I used to be impressed by Sakimoto and Sakuraba. Sakuraba uses the same formula, though. It's like a synth-hungry 80s power band over and over, with shining exceptions here and there ("We Form in Crystals", SO2's ridiculously catchy credits music). Sakimoto will never stop using that same harp effect... ever. His compositions seem strong at first glance, but tell me...can you sing a song from one of those games? Maybe the FFT main theme... maybe. That's about it.

Mitsuda's gone overboard on the celtic/world style. This, too, is not a bad thing. It's incredibly refreshing for VGM fans. I love Xenogears: CREID, and I was fairly impressed with Tsugunai and other recent endeavors. But the memorable melodies of Chrono Trigger and Radical Dreamers (which fused their way into Chrono Cross) are but a lingering scent, and I doubt we'll find any of that strength in Mitsuda ever again. Understand, I'd like to be proven wrong on that point. It won't happen though.

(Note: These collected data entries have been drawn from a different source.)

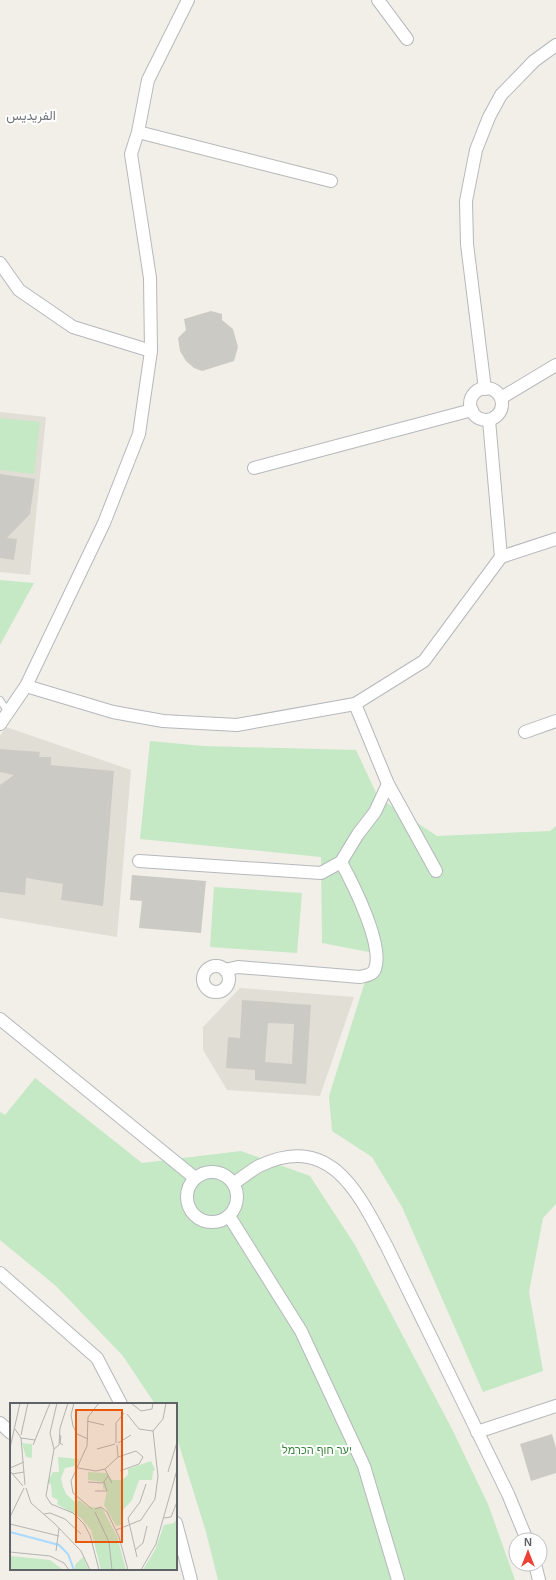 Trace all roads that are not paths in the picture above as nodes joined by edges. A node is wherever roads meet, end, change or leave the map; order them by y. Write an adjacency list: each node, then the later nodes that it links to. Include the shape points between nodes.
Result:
1 (188, 0): 5 (street, via 148,80)
2 (378, 0): 3 (street)
3 (407, 39)
4 (556, 45): 10 (street, via 534,61 501,95 476,150 466,201 467,244)
5 (138, 132): 6 (street); 8 (street, via 131,154 150,278)
6 (331, 181)
7 (0, 263): 8 (street, via 19,290 73,327)
8 (151, 351): 17 (street, via 139,434 104,523)
9 (556, 365): 11 (street)
10 (485, 389): 11 (street, via 494,391); 12 (street, via 473,396)
11 (501, 398): 13 (street, via 500,412)
12 (472, 410): 13 (street, via 479,418); 14 (street)
13 (489, 420): 16 (street)
14 (254, 468)
15 (556, 539): 16 (street)
16 (501, 557): 19 (street, via 424,661)
17 (26, 686): 19 (street, via 127,714 163,721 237,726); 20 (street)
18 (0, 700): 20 (lane)
19 (355, 704): 24 (street)
20 (8, 712): 22 (street)
21 (556, 721): 23 (street)
22 (0, 724)
23 (525, 732)
24 (388, 784): 26 (street, via 375,812); 27 (street)
25 (140, 861): 26 (street, via 321,873)
26 (341, 862): 28 (street, via 373,932 377,960 373,973 360,978 238,967)
27 (436, 871)
28 (225, 970)
29 (0, 1019): 30 (street)
30 (195, 1178): 31 (street, via 203,1173 216,1172); 32 (street, via 187,1192 187,1203 193,1214 199,1219 215,1222)
31 (234, 1183): 32 (street, via 237,1200 235,1209); 37 (street, via 258,1167 290,1157 324,1161 338,1171 374,1222)
32 (229, 1216): 42 (street, via 301,1331 364,1466)
33 (0, 1273): 34 (street, via 97,1358)
34 (120, 1403)
35 (556, 1406): 37 (street)
36 (0, 1423): 38 (street)
37 (477, 1432): 40 (street)
38 (10, 1433)
39 (177, 1526): 41 (street)
40 (523, 1532)
41 (191, 1580)
42 (398, 1580)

If I ruled the world, I would force all VGM composers to write all their compositions first on GameBoy Synth, or maybe Famicom Synth if it's something complex they want to do. From there, they could expand their ideas onto the powers of PS2, PC, and X-Box. They couldn't move from step 1 to step 2 without my personal approval. Suddenly, the VGM scene would be on fire with awesome music again.

Until then...enjoy the next ambiguous string composition for the tension scene and the dance party music for the battle victory. I'm out.

- Patrick Gann

Damian:

Wow, that’s a point I haven’t heard made before, and I must say I’m starting to agree with you. Some of the greatest compositions were released early in the lifetime of video games, back in the 8, and 16-bit era. But at the same time, nostalgia DOES figure in prominently in any debate about how things were better “back then”. I must say that you are right on with Sakimoto; his albums all revolve around a very short (albeit memorable) theme (Radient Silvergun and FFT are prime examples), often relying on a bell synth. But Kondo makes a living off of remixing the same old Zelda and Mario tracks, not because of the new technology, but because he has to provide familiarity to the legion of fans of the series.

While I could write an editorial on the subject as well (and just might), I’ll say that there are still some very solid compositions out there, Mitsuda’s from Xenosaga being a prime example, as well as Uematsu’s work on FFX, Yamaoka’s atmospheric work in the Silent Hill series, and Kanno’s work in just about every genre ever created. And don’t forget that those 8 bit tracks were extremely repetitive, meaning that we memorize them in part because we hear them over and over again, while more contemporary compositions are longer and more dynamic, often employing key and harmony changes based on subtle alterations in the gameplay, fade-ins and fade-outs between scenes, etc.

This is a topic ripe for debate and it’s nowhere near being exhausted yet. Let’s hear from some other people on the subject.